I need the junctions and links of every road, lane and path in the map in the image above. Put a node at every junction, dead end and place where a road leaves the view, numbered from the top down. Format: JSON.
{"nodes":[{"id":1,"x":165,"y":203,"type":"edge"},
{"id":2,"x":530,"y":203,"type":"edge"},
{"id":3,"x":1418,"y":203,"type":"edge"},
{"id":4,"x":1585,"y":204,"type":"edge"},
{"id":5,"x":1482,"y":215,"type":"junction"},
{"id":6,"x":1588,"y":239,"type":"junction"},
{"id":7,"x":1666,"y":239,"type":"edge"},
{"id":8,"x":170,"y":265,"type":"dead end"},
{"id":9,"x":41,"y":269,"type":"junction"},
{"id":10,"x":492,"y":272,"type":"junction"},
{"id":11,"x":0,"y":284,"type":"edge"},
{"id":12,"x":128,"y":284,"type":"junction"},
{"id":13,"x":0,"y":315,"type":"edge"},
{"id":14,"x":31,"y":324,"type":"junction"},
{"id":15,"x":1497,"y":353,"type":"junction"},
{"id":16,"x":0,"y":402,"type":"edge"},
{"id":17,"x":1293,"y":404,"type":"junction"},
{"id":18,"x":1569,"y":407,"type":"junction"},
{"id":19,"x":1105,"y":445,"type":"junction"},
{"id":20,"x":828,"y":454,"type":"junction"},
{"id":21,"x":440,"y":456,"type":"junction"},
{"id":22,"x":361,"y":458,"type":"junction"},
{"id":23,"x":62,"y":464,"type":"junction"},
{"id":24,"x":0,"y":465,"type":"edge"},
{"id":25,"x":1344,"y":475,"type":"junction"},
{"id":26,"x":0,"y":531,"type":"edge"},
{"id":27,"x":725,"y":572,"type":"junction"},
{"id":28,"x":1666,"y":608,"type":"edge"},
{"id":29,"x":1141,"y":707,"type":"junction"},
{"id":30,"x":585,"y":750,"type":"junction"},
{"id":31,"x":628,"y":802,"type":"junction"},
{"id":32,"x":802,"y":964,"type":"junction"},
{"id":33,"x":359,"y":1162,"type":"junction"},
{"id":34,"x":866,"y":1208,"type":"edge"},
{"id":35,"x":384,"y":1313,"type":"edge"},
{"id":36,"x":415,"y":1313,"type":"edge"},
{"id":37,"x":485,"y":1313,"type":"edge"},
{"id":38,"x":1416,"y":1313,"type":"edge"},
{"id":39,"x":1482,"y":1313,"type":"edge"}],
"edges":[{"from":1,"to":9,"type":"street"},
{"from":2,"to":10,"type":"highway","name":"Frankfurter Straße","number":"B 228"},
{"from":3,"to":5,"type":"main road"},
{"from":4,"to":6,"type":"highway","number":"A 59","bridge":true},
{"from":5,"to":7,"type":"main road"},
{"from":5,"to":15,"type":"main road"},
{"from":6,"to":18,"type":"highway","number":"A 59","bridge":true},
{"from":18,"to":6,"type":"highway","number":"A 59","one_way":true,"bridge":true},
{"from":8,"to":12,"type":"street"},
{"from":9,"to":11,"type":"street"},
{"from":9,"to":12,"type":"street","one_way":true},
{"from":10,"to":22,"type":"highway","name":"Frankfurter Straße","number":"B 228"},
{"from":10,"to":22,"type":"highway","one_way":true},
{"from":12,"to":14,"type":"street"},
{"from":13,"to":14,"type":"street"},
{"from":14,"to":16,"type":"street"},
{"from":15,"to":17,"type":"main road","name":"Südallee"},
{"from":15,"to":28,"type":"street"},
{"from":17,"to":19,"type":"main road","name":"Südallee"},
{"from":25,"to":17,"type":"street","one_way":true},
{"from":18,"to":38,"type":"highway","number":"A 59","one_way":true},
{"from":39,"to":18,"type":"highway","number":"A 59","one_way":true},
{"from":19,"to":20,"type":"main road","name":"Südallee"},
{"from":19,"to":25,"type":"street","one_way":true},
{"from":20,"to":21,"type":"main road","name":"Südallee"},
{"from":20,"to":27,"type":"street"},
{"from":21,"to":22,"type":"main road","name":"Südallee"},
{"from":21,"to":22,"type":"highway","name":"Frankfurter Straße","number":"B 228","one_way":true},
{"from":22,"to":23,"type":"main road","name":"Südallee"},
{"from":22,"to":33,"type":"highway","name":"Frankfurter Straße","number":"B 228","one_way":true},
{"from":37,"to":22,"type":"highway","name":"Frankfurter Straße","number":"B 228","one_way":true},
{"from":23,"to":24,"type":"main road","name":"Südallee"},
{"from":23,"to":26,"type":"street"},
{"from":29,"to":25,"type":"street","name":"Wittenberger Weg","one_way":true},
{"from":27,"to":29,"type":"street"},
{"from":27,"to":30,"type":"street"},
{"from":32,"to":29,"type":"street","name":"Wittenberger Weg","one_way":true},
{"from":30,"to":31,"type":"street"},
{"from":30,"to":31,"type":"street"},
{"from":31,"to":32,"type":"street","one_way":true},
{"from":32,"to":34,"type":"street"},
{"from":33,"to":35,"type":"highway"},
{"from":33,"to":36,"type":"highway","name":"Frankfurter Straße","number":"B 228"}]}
━━━━
> **EXERCISE DETAILS**
Reproduce the entries so that each line reads exactly as it did before.

> **RESPONSE AREA**
I need the junctions and links of every road, lane and path in the map in the image above. Put a node at every junction, dead end and place where a road leaves the view, numbered from the top down. Format: JSON.
{"nodes":[{"id":1,"x":165,"y":203,"type":"edge"},
{"id":2,"x":530,"y":203,"type":"edge"},
{"id":3,"x":1418,"y":203,"type":"edge"},
{"id":4,"x":1585,"y":204,"type":"edge"},
{"id":5,"x":1482,"y":215,"type":"junction"},
{"id":6,"x":1588,"y":239,"type":"junction"},
{"id":7,"x":1666,"y":239,"type":"edge"},
{"id":8,"x":170,"y":265,"type":"dead end"},
{"id":9,"x":41,"y":269,"type":"junction"},
{"id":10,"x":492,"y":272,"type":"junction"},
{"id":11,"x":0,"y":284,"type":"edge"},
{"id":12,"x":128,"y":284,"type":"junction"},
{"id":13,"x":0,"y":315,"type":"edge"},
{"id":14,"x":31,"y":324,"type":"junction"},
{"id":15,"x":1497,"y":353,"type":"junction"},
{"id":16,"x":0,"y":402,"type":"edge"},
{"id":17,"x":1293,"y":404,"type":"junction"},
{"id":18,"x":1569,"y":407,"type":"junction"},
{"id":19,"x":1105,"y":445,"type":"junction"},
{"id":20,"x":828,"y":454,"type":"junction"},
{"id":21,"x":440,"y":456,"type":"junction"},
{"id":22,"x":361,"y":458,"type":"junction"},
{"id":23,"x":62,"y":464,"type":"junction"},
{"id":24,"x":0,"y":465,"type":"edge"},
{"id":25,"x":1344,"y":475,"type":"junction"},
{"id":26,"x":0,"y":531,"type":"edge"},
{"id":27,"x":725,"y":572,"type":"junction"},
{"id":28,"x":1666,"y":608,"type":"edge"},
{"id":29,"x":1141,"y":707,"type":"junction"},
{"id":30,"x":585,"y":750,"type":"junction"},
{"id":31,"x":628,"y":802,"type":"junction"},
{"id":32,"x":802,"y":964,"type":"junction"},
{"id":33,"x":359,"y":1162,"type":"junction"},
{"id":34,"x":866,"y":1208,"type":"edge"},
{"id":35,"x":384,"y":1313,"type":"edge"},
{"id":36,"x":415,"y":1313,"type":"edge"},
{"id":37,"x":485,"y":1313,"type":"edge"},
{"id":38,"x":1416,"y":1313,"type":"edge"},
{"id":39,"x":1482,"y":1313,"type":"edge"}],
"edges":[{"from":1,"to":9,"type":"street"},
{"from":2,"to":10,"type":"highway","name":"Frankfurter Straße","number":"B 228"},
{"from":3,"to":5,"type":"main road"},
{"from":4,"to":6,"type":"highway","number":"A 59","bridge":true},
{"from":5,"to":7,"type":"main road"},
{"from":5,"to":15,"type":"main road"},
{"from":6,"to":18,"type":"highway","number":"A 59","bridge":true},
{"from":18,"to":6,"type":"highway","number":"A 59","one_way":true,"bridge":true},
{"from":8,"to":12,"type":"street"},
{"from":9,"to":11,"type":"street"},
{"from":9,"to":12,"type":"street","one_way":true},
{"from":10,"to":22,"type":"highway","name":"Frankfurter Straße","number":"B 228"},
{"from":10,"to":22,"type":"highway","one_way":true},
{"from":12,"to":14,"type":"street"},
{"from":13,"to":14,"type":"street"},
{"from":14,"to":16,"type":"street"},
{"from":15,"to":17,"type":"main road","name":"Südallee"},
{"from":15,"to":28,"type":"street"},
{"from":17,"to":19,"type":"main road","name":"Südallee"},
{"from":25,"to":17,"type":"street","one_way":true},
{"from":18,"to":38,"type":"highway","number":"A 59","one_way":true},
{"from":39,"to":18,"type":"highway","number":"A 59","one_way":true},
{"from":19,"to":20,"type":"main road","name":"Südallee"},
{"from":19,"to":25,"type":"street","one_way":true},
{"from":20,"to":21,"type":"main road","name":"Südallee"},
{"from":20,"to":27,"type":"street"},
{"from":21,"to":22,"type":"main road","name":"Südallee"},
{"from":21,"to":22,"type":"highway","name":"Frankfurter Straße","number":"B 228","one_way":true},
{"from":22,"to":23,"type":"main road","name":"Südallee"},
{"from":22,"to":33,"type":"highway","name":"Frankfurter Straße","number":"B 228","one_way":true},
{"from":37,"to":22,"type":"highway","name":"Frankfurter Straße","number":"B 228","one_way":true},
{"from":23,"to":24,"type":"main road","name":"Südallee"},
{"from":23,"to":26,"type":"street"},
{"from":29,"to":25,"type":"street","name":"Wittenberger Weg","one_way":true},
{"from":27,"to":29,"type":"street"},
{"from":27,"to":30,"type":"street"},
{"from":32,"to":29,"type":"street","name":"Wittenberger Weg","one_way":true},
{"from":30,"to":31,"type":"street"},
{"from":30,"to":31,"type":"street"},
{"from":31,"to":32,"type":"street","one_way":true},
{"from":32,"to":34,"type":"street"},
{"from":33,"to":35,"type":"highway"},
{"from":33,"to":36,"type":"highway","name":"Frankfurter Straße","number":"B 228"}]}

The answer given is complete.